Décès de Mikhaïl Gorbatchev: en Russie, une mémoire ambivalente et clivante

Le dernier dirigeant de l'Union soviétique (URSS) et dernier dirigeant de la guerre froide qui était encore en vie, Mikhaïl Gorbatchev, est mort, mardi 30 août, à l'âge de 91 ans en Russie, a indiqué un hôpital de Moscou, cité par les agences de presse russes. Il est décédé « d’une longue maladie grave », a indiqué l'Hôpital clinique centrale (TSKB) dépendant de la présidence russe. Prix Nobel de la paix en 1990 pour son rôle dans la fin de la confrontation Est-Ouest au XXe siècle, Mikhaïl Gorbatchev a passé les vingt dernières années en retrait de la politique et vivait dans un quasi-anonymat. Seule une pièce de théâtre à Moscou, l'année dernière, célébrant le Gorbatchev intime avait fait salle comble.

Avec notre correspondante à Moscou,

Si, hier soir, lors de l'annonce du décès de Mikhaïl Gorbatchev, il n'y a pas eu d'édition spéciale dans les télévisions d'État russes, ce 31 août au matin, le décès de l'ancien dirigeant russe est à la Une partout, dans la presse et sur les écrans. Les programmes dans la journée vont être bouleversés pour des documentaires sur l'ancien Prix Nobel de la paix et l'histoire de sa vie. Les réactions des Occidentaux passent avant les grands sujets d'actualité.

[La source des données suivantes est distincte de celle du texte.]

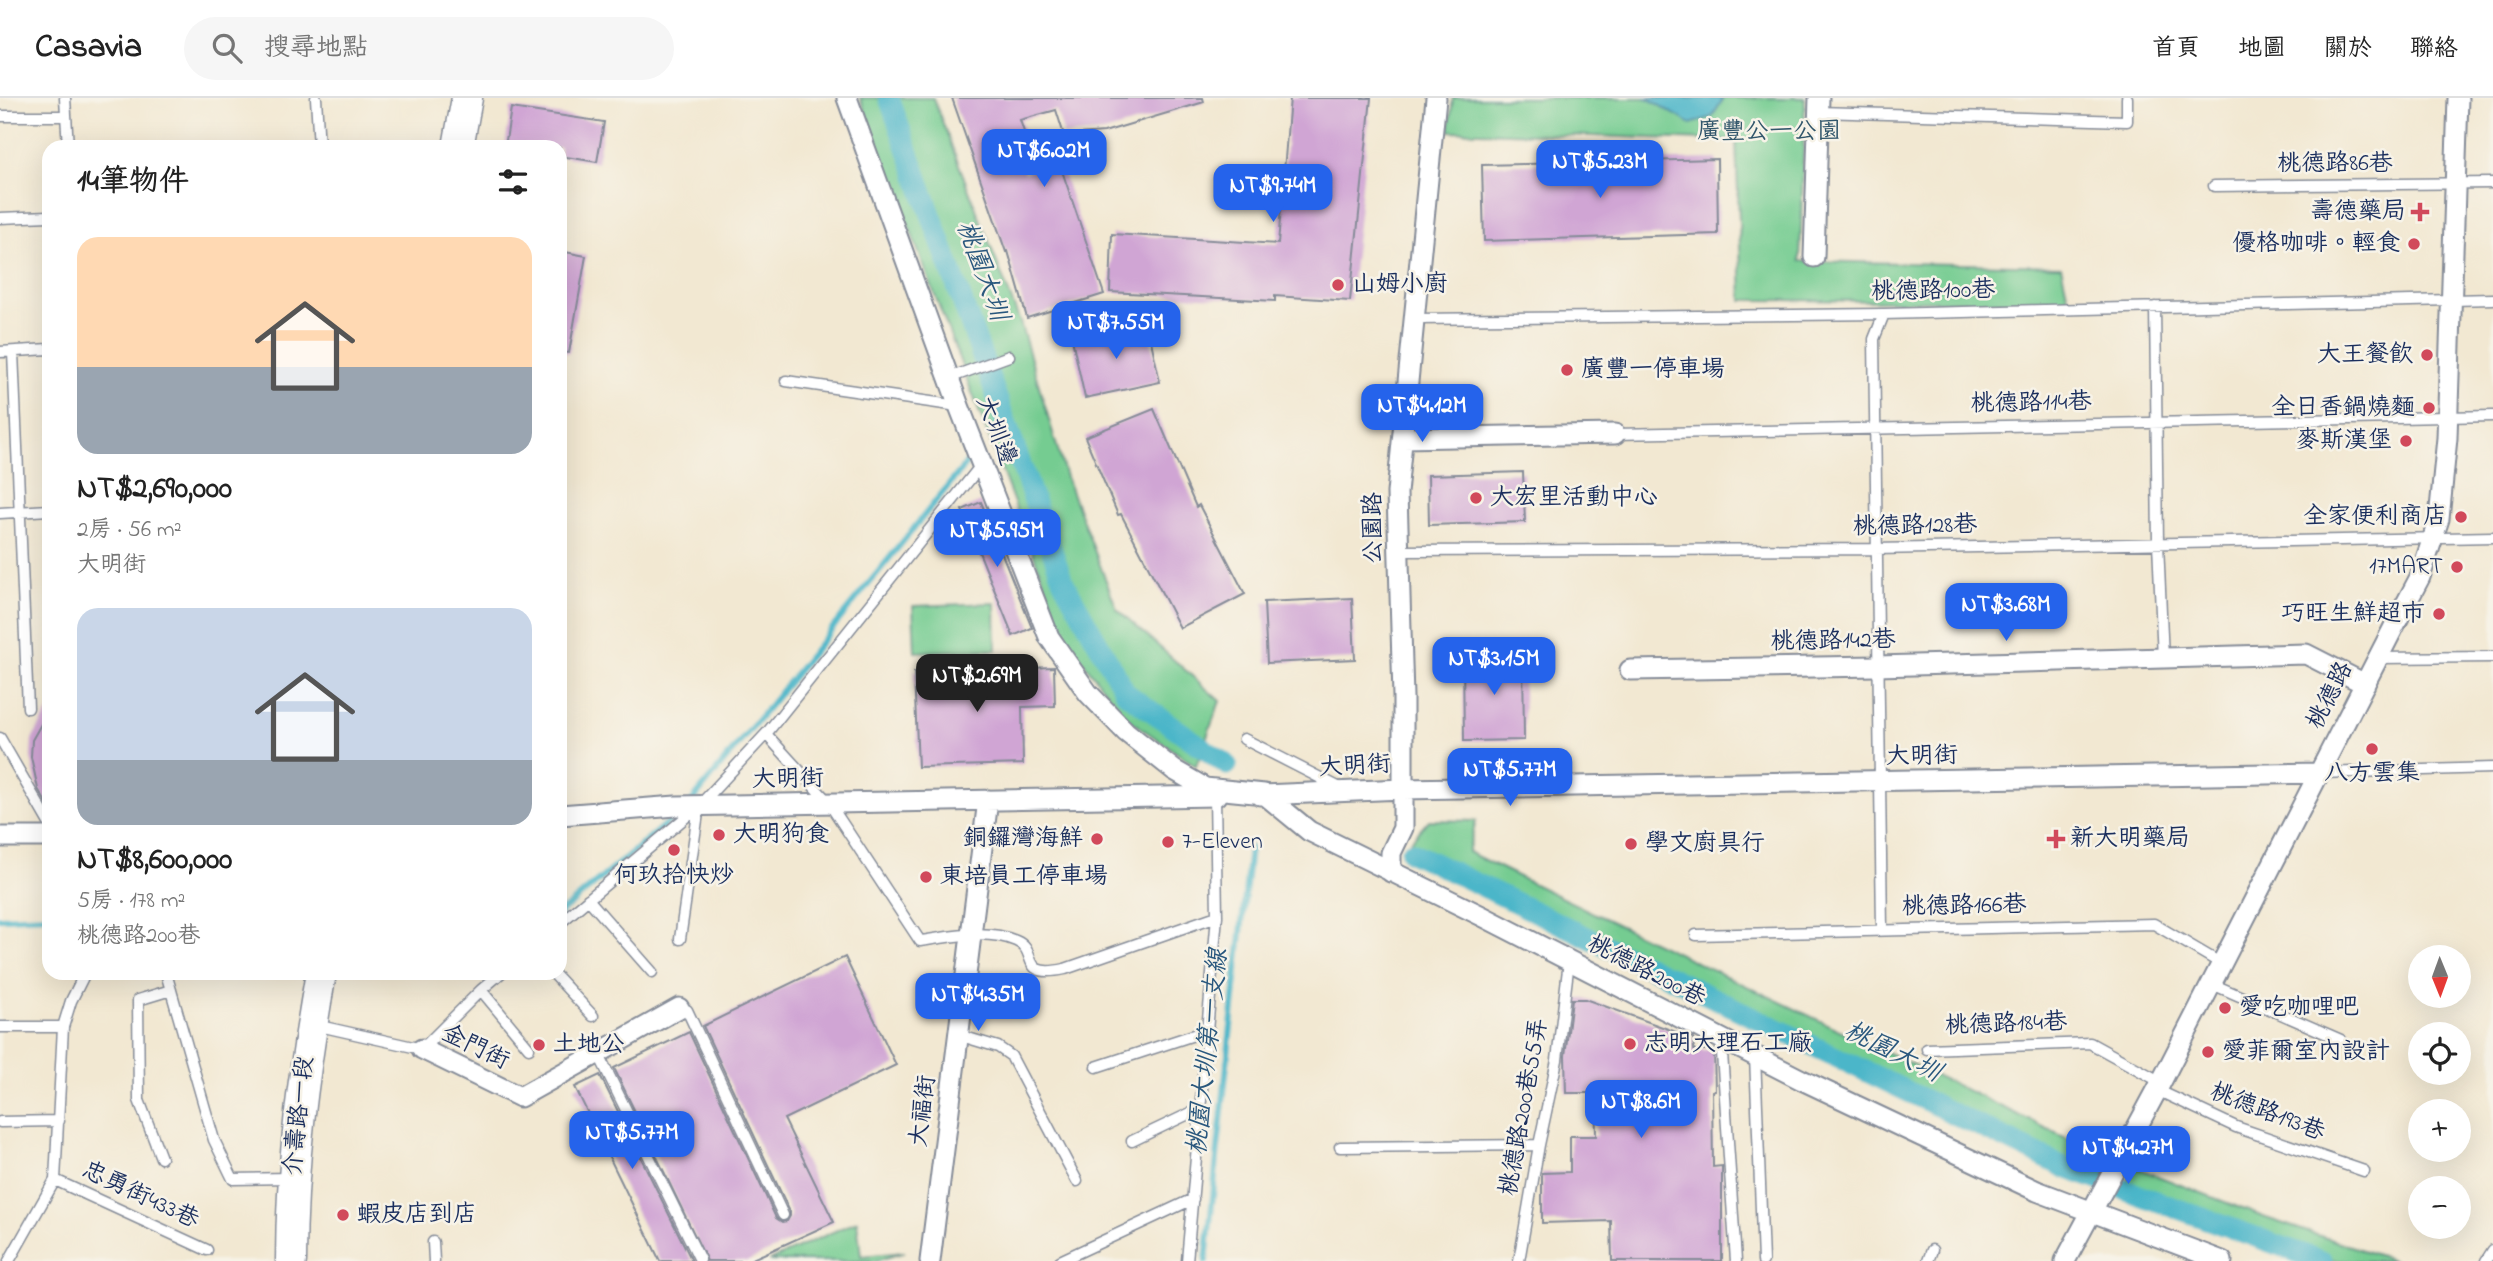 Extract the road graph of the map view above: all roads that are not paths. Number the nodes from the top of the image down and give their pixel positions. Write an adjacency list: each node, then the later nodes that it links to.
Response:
1 (65, 98): 9 (lane)
2 (316, 98): 12 (lane)
3 (467, 98): 13 (main road)
4 (847, 98): 29 (street, 大圳邊)
5 (1436, 98): 24 (street, 公園路)
6 (2127, 98): 8 (lane)
7 (2458, 98): 15 (street, 桃德路)
8 (1819, 105): 19 (street)
9 (66, 116): 10 (lane); 11 (lane)
10 (0, 117)
11 (68, 140)
12 (319, 140)
13 (459, 140)
14 (2493, 183): 15 (lane, 桃德路86巷)
15 (2455, 184): 16 (lane, 桃德路86巷); 20 (street, 桃德路)
16 (2214, 186)
17 (42, 216): 18 (lane)
18 (0, 218)
19 (1814, 257)
20 (2451, 299): 21 (lane, 桃德路100巷); 22 (lane, 桃德路100巷); 32 (street, 桃德路)
21 (2493, 299)
22 (2155, 307): 23 (lane, 桃德路100巷); 34 (lane)
23 (1884, 314): 24 (lane, 桃德路100巷); 35 (lane)
24 (1415, 320): 37 (street, 公園路)
25 (42, 350): 27 (lane)
26 (0, 352): 27 (lane)
27 (13, 352): 40 (lane)
28 (1009, 356): 29 (lane)
29 (957, 375): 31 (street, 大圳邊)
30 (786, 381): 31 (lane)
31 (959, 406): 38 (street, 大圳邊)
32 (2448, 416): 33 (lane, 桃德路114巷); 34 (lane, 桃德路114巷); 43 (street, 桃德路)
33 (2493, 416)
34 (2158, 422): 35 (lane, 桃德路114巷); 44 (lane)
35 (1874, 429): 36 (lane, 桃德路114巷); 45 (lane)
36 (1615, 434): 37 (street)
37 (1403, 438): 46 (street, 公園路)
38 (982, 464): 54 (lane); 62 (street, 大圳邊)
39 (42, 510): 40 (lane)
40 (22, 511): 41 (lane); 53 (lane)
41 (0, 513)
42 (2493, 537): 43 (lane, 桃德路128巷)
43 (2433, 538): 44 (lane, 桃德路128巷); 49 (street, 桃德路)
44 (2158, 543): 45 (lane, 桃德路128巷); 48 (lane)
45 (1876, 549): 46 (lane, 桃德路128巷); 50 (lane)
46 (1398, 551): 60 (street, 公園路)
47 (2493, 657): 49 (lane)
48 (2163, 659): 50 (street, 桃德路142巷); 52 (street, 桃德路142巷)
49 (2378, 659): 52 (street, 桃德路)
50 (1877, 666): 51 (street, 桃德路142巷); 59 (lane)
51 (1630, 670)
52 (2365, 684): 58 (street, 桃德路)
53 (28, 708)
54 (766, 734): 65 (lane); 66 (lane)
55 (0, 738): 67 (lane)
56 (1244, 739): 61 (lane)
57 (2493, 768): 58 (lane)
58 (2320, 773): 59 (street, 大明街); 80 (street, 桃德路)
59 (1879, 782): 60 (street, 大明街); 75 (lane)
60 (1403, 789): 61 (street, 大明街); 71 (street, 公園路)
61 (1349, 793): 62 (street, 大明街)
62 (1264, 794): 63 (street, 大明街); 71 (street, 桃德路200巷)
63 (1215, 796): 64 (street, 大明街); 73 (lane)
64 (988, 800): 65 (street, 大明街); 76 (street, 大福街)
65 (829, 803): 66 (street, 大明街); 76 (lane)
66 (697, 806): 68 (street, 大明街); 72 (lane); 78 (lane)
67 (42, 811)
68 (567, 814)
69 (0, 837): 70 (street)
70 (42, 837)
71 (1391, 872): 79 (street, 桃德路200巷)
72 (588, 899): 74 (lane); 81 (lane)
73 (1217, 916): 76 (lane); 95 (lane)
74 (567, 917)
75 (1882, 929): 77 (lane, 桃德路166巷); 80 (lane, 桃德路166巷)
76 (972, 933): 96 (street, 大福街)
77 (1696, 935)
78 (680, 939)
79 (1569, 960): 97 (street, 桃德路200巷); 110 (lane, 桃德路200巷55弄)
80 (2222, 964): 87 (street, 桃德路)
81 (652, 972)
82 (82, 980): 94 (lane)
83 (168, 980): 88 (lane)
84 (320, 980): 92 (main road, 介壽路一段)
85 (493, 980): 89 (lane)
86 (560, 980): 91 (lane)
87 (2212, 984): 98 (lane); 105 (street, 桃德路)
88 (171, 990): 112 (lane); 114 (lane)
89 (481, 990): 99 (lane); 100 (lane)
90 (679, 1008): 102 (street, 金門街); 119 (lane)
91 (593, 1016)
92 (312, 1024): 100 (lane, 金門街); 114 (main road, 介壽路一段)
93 (0, 1027): 94 (lane)
94 (62, 1027): 107 (lane)
95 (1209, 1030): 104 (lane); 106 (lane)
96 (958, 1035): 116 (lane); 129 (street, 大福街)
97 (1721, 1038): 103 (street, 桃德路200巷); 133 (lane)
98 (2341, 1040)
99 (529, 1048)
100 (422, 1049): 102 (street, 金門街)
101 (1927, 1049): 105 (lane, 桃德路184巷)
102 (598, 1052): 128 (lane)
103 (1755, 1055): 118 (street, 桃德路200巷); 134 (lane)
104 (1096, 1067)
105 (2159, 1086): 113 (lane, 桃德路193巷); 118 (street, 桃德路)
106 (1201, 1108): 109 (lane); 117 (lane)
107 (59, 1121): 108 (lane); 115 (lane)
108 (0, 1122)
109 (1132, 1140)
110 (1539, 1145): 111 (lane); 132 (lane, 桃德路200巷55弄)
111 (1340, 1147)
112 (161, 1158)
113 (2364, 1171)
114 (293, 1178): 126 (main road, 介壽路一段)
115 (55, 1180): 121 (lane, 忠勇街433巷); 125 (lane)
116 (1077, 1181)
117 (1193, 1199): 130 (lane); 131 (lane)
118 (2095, 1206): 136 (street); 137 (street, 桃德路200巷)
119 (783, 1215)
120 (433, 1242): 127 (lane)
121 (207, 1250)
122 (1932, 1250): 135 (lane)
123 (2493, 1250): 138 (lane)
124 (0, 1258): 125 (lane)
125 (7, 1261)
126 (291, 1261)
127 (434, 1261)
128 (700, 1261)
129 (930, 1261)
130 (1060, 1261)
131 (1187, 1261)
132 (1519, 1261)
133 (1735, 1261)
134 (1763, 1261)
135 (1928, 1261)
136 (2065, 1261)
137 (2222, 1261)
138 (2486, 1261)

Les premiers titres après l'annonce de la disparition du dernier dirigeant de l'Union soviétique, c'est la mission de l'AIEA en route pour la centrale nucléaire de Zaporijja, l'aide humanitaire et la rentrée scolaire, demain, des élèves du Donbass. Mais rien encore sur la suspension des livraisons de gaz à l'Europe.